The second cover 26 covers the second case 22 and the second battery module 24 from one side in the third direction D3. As a result, second battery module 24 is housed in the space surrounded by second case 22 and second cover 26.

(action and Effect of accumulator Package)

Next, the operation and effect of the battery pack 1 will be described.

According to the battery pack 1 of the present embodiment, the case 3 has the case-side interference portion 31, the battery module 4 has the module-side interference portion 92, and when the battery module 4 is to be accommodated in the case 3 in the second arrangement state different from the first arrangement state, the case-side interference portion 31 interferes with the module-side interference portion 92. According to this configuration, even if the battery module 4 is erroneously assembled to the case 3 in the second arrangement state, the battery module 4 cannot be assembled, and therefore erroneous assembly of the battery module 4 can be prevented. The connecting member 8 has a third interference portion 87, and when the connecting member 8 is to be connected to another terminal 95 different from the predetermined terminal 95, the housing-side interference portion 31 interferes with the third interference portion 87. According to this configuration, even if the connecting member 8 is erroneously mounted to the other terminal 95 with respect to the housing 3, the mounting cannot be performed, and therefore, erroneous mounting of the connecting member 8 can be prevented.

Since the case side interference portion 31, the module side interference portion 92, and the third interference portion 87 are provided in the case 3, the battery module 4, and the connection member 8, respectively, to prevent the battery module 4 and the connection member 8 from being erroneously assembled, the structure of the battery pack 1 can be simplified and the number of components can be reduced as compared with the conventional art in which erroneous assembly is prevented by providing a separate cover member or the like. This makes it possible to reduce the weight of the battery pack 1, increase the proportion of the battery pack 1 in the case 3, and effectively use the space in the case 3.

Therefore, the battery pack 1 can be provided that can reliably prevent erroneous assembly of the battery module 4 and the connecting member 8 with a small and simple structure.

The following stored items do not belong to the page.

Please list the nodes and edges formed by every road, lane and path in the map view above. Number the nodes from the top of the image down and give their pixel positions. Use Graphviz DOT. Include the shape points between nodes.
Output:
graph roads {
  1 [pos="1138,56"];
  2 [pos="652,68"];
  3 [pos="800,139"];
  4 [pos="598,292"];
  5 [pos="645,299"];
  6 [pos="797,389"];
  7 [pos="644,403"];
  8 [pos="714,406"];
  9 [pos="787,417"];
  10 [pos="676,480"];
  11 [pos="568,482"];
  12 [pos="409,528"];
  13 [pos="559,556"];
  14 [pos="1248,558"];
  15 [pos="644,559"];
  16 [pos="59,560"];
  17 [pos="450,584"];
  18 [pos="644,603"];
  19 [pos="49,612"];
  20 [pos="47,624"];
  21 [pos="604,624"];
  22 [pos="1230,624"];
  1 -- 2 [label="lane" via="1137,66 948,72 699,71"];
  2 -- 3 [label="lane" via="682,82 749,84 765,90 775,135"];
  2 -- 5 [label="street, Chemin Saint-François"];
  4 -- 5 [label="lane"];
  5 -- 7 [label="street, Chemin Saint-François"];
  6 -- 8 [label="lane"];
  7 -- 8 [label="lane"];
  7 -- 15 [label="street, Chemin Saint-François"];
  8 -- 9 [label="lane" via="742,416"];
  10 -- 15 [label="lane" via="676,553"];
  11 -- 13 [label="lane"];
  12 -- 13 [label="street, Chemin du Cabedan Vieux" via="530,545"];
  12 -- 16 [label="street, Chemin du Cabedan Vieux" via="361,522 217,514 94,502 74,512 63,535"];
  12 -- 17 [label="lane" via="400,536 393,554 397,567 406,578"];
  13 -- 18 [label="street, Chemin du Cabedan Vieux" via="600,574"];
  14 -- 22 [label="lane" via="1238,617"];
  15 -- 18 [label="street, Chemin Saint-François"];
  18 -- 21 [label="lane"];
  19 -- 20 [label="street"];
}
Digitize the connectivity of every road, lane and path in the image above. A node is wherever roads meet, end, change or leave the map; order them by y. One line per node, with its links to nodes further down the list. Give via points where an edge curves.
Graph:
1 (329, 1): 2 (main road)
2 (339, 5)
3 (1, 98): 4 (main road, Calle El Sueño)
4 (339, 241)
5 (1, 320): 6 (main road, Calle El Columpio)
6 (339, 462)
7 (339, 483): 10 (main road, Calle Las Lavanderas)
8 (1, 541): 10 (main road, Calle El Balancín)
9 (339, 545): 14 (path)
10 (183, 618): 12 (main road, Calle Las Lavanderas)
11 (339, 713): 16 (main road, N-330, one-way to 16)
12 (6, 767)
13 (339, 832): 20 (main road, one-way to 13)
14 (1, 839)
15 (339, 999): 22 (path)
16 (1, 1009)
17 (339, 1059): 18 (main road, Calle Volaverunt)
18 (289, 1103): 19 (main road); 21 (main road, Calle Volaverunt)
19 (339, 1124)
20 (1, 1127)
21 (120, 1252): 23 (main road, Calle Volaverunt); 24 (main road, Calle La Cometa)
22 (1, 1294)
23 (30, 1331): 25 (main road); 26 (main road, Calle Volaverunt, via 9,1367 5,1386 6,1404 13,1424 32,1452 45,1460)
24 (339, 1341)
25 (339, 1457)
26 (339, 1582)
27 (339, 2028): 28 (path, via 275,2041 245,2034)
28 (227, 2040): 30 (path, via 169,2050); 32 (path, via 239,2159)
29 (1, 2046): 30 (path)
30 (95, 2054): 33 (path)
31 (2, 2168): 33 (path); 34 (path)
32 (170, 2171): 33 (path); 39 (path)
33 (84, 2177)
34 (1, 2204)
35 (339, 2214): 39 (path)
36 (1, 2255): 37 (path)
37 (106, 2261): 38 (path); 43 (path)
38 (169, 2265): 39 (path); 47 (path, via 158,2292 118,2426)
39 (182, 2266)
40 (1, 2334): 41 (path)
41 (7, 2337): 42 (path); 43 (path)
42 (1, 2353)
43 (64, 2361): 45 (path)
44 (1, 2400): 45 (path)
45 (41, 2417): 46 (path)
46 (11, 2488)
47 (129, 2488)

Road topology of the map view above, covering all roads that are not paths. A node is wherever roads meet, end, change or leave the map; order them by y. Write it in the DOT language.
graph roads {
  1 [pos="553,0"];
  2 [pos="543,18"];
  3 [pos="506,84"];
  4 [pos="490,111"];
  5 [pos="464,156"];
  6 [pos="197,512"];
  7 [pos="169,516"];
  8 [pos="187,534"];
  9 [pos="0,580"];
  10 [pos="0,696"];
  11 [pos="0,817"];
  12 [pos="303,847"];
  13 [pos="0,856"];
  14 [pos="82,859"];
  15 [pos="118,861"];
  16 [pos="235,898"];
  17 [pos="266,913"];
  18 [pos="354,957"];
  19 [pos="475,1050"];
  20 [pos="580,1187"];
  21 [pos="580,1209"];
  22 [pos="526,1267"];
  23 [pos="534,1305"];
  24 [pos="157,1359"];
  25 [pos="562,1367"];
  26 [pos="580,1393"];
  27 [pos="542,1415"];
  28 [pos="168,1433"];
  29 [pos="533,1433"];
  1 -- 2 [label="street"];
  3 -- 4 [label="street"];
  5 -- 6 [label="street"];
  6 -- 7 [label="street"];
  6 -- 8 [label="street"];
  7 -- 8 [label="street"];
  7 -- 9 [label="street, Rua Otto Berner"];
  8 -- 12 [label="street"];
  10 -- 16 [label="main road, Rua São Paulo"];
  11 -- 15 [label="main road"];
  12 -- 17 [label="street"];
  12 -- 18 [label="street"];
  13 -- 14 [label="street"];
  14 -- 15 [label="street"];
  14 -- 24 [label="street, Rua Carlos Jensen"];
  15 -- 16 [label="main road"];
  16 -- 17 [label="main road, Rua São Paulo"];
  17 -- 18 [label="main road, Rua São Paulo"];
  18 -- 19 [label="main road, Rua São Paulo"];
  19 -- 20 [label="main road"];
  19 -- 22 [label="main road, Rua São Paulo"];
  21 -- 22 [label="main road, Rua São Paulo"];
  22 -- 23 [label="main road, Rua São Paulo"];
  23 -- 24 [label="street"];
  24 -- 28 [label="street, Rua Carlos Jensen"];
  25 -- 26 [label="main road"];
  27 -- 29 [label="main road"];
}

Since the battery module 4 has the bottom plate 78 provided between the bottom wall 37 of the case 3 and the battery module main body 70, the battery module 4 can be fixed to the bottom wall 37 of the case 3 through the bottom plate 78, for example. Since the module-side interference portion 92 is formed along the surface direction of the bottom plate 78, the bottom plate 78 can achieve both the fixing of the battery module 4 and the module-side interference portion 92.

Therefore, the number of components of the battery module 4 can be reduced. Further, since the bottom plate 78 of the battery module 4 is provided between the bottom wall 37 of the case 3 and the battery module main body 70, the module side interference portion 92 can be disposed close to the bottom wall 37 of the case 3. Therefore, a space can be secured on the opening 30 side of the housing 3, and the components such as the connecting member 8 can be disposed in the space. Therefore, the space in the case 3 can be effectively used, and the proportion of the battery pack 1 in the case 3 can be increased.

Since the module-side interference portions 92 are provided at both end portions of the bottom plate 78 in the first direction D1 and are arranged at positions offset from the middle portion of the bottom plate 78 in the second direction D2, for example, when the battery pack 1 is to be arranged in a state (second arrangement state) inverted by 180 ° in plan view from the first arrangement state, the position of the module-side interference portions 92 with respect to the housing 3 changes. With this configuration, the battery pack 1 can be reliably prevented from being arranged in the second arrangement state with respect to the case 3. Therefore, the battery pack 1 in which erroneous assembly of the battery module 4 is reliably prevented by a simple structure can be obtained.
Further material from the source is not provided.